Starmer défie Trump  : les conditions de négociation avec Moscou doivent être fixées par Kiev
Starmer défie Trump  – les conditions de négociation avec Moscou doivent être fixées par Kiev

Refusant de reconnaître la souveraineté de la Russie sur la péninsule de Crimée, contrairement aux allusions du président américain Donald Trump, le Premier ministre britannique Keir Starmer a insisté sur le fait qu’il appartient à l’Ukraine de fixer les conditions de tout accord de paix avec la Russie.

Il a également affirmé que «  le courageux président ukrainien Volodymyr Zelensky n’est pas responsable de l’échec des négociations pour mettre fin à la guerre  ».

De plus, il a rejeté le soutien aux plans américains visant à reconnaître officiellement l’annexion de la Crimée par la Russie dans toute future solution négociée avec Moscou, appelant la Russie à accepter un «  cessez-le-feu inconditionnel  ». Dans une interview accordée au Telegraph ce vendredi, il a déclaré  : «  Nous sommes dans une phase intense de négociations  », réitérant que «  c’est à l’Ukraine de décider et de fixer les conditions, et non à d’autres de le faire à sa place  ».

Critiques de Trump envers Zelensky
Zelensky a de son côté réaffirmé son refus de reconnaître la Crimée comme faisant partie de la Russie, soulignant que cette demande va à l’encontre de la souveraineté et de la constitution ukrainiennes.

Une position qui a irrité Trump, qui a qualifié les propos de Zelensky de provocateurs, entravant les pourparlers de paix avec Moscou.
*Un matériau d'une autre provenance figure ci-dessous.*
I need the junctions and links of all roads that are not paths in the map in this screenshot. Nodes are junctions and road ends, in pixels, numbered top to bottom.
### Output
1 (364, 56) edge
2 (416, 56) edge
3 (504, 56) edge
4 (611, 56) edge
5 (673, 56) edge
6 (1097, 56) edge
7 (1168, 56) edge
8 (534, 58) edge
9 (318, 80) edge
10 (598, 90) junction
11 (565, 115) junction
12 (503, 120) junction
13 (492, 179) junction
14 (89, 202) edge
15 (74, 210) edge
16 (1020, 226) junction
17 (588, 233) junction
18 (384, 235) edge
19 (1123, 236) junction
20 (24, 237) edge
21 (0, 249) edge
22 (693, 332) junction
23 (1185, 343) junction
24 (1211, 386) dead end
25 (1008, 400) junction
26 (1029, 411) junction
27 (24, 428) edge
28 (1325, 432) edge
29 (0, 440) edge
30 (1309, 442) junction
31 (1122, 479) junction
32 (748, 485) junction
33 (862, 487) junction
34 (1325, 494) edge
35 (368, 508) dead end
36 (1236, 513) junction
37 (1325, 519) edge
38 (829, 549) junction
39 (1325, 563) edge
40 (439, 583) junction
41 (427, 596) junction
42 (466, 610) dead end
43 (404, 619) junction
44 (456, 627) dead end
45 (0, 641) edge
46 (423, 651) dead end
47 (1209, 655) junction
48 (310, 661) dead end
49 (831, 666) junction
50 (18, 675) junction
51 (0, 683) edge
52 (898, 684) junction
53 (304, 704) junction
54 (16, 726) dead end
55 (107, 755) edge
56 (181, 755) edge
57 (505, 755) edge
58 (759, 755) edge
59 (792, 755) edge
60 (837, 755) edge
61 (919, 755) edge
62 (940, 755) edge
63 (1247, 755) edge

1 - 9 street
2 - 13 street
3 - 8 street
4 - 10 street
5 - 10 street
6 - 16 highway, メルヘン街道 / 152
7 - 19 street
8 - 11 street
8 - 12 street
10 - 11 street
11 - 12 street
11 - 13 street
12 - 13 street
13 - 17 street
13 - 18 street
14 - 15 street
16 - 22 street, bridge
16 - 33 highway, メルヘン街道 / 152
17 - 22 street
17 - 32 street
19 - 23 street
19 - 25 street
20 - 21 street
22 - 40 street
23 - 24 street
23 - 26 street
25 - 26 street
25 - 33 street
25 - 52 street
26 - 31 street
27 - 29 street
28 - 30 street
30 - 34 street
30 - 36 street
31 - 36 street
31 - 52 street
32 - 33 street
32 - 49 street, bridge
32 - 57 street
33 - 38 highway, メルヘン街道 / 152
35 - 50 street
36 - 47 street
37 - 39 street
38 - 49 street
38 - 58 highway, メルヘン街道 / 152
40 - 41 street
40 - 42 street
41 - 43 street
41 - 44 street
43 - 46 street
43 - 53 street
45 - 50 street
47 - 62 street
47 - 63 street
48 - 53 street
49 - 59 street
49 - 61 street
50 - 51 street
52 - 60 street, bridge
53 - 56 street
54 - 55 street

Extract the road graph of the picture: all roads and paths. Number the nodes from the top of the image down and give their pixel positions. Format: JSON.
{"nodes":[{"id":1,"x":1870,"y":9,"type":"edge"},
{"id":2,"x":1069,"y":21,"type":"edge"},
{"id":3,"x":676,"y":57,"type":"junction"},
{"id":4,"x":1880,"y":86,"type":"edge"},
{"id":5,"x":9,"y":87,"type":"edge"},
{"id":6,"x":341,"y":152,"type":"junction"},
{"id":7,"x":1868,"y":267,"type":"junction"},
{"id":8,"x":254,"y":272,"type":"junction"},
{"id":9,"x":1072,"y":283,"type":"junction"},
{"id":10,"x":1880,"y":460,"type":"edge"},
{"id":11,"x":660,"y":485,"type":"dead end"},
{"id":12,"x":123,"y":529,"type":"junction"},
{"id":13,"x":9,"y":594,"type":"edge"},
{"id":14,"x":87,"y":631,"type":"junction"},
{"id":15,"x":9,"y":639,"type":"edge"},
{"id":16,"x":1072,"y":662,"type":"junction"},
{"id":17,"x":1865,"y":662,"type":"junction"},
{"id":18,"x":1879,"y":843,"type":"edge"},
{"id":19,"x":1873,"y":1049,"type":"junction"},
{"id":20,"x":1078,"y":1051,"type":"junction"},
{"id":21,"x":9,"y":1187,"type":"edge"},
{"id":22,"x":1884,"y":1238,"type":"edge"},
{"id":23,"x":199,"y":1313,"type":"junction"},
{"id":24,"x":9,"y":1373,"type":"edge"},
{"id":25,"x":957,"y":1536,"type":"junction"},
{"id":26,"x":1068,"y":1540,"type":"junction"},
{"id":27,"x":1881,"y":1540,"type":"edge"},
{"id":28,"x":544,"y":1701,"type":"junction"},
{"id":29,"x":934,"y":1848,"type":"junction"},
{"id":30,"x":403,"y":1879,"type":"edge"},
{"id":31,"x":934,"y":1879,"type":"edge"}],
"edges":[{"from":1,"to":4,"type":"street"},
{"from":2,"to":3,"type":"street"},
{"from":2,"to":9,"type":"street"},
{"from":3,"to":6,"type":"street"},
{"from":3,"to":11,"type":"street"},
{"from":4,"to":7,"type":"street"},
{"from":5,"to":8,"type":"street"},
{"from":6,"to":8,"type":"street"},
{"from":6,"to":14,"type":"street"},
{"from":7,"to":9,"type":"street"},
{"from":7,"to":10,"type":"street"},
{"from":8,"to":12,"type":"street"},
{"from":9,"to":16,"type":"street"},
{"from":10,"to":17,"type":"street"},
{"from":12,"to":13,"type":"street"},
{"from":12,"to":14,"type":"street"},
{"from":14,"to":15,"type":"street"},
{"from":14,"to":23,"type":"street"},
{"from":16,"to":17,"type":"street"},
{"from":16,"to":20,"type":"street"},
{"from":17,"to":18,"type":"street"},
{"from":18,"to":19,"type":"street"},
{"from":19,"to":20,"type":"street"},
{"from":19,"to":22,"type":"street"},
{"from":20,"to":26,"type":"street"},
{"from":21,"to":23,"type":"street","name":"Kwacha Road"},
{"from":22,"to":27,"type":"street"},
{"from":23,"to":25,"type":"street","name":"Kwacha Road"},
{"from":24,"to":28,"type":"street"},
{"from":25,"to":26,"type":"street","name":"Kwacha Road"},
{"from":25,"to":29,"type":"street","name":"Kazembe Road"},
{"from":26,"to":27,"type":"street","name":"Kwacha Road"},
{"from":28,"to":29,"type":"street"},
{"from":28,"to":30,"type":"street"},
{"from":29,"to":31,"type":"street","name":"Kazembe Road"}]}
Toutefois, Trump s’est ensuite dit mécontent des frappes russes qui ont visé Kiev avant-hier, appelant Poutine à cesser les attaques et l’exhortant à reprendre les négociations de paix.

Depuis son retour annoncé à la Maison Blanche, Trump promet de mettre un terme à cette guerre, qui dure depuis février 2022. Il tente de pousser les deux parties à accepter une proposition de paix incluant la cession par l’Ukraine de certains territoires occupés par la Russie – notamment la Crimée – ainsi que l’abandon de sa demande d’adhésion à l’OTAN, tout en lui permettant de maintenir une armée puissante.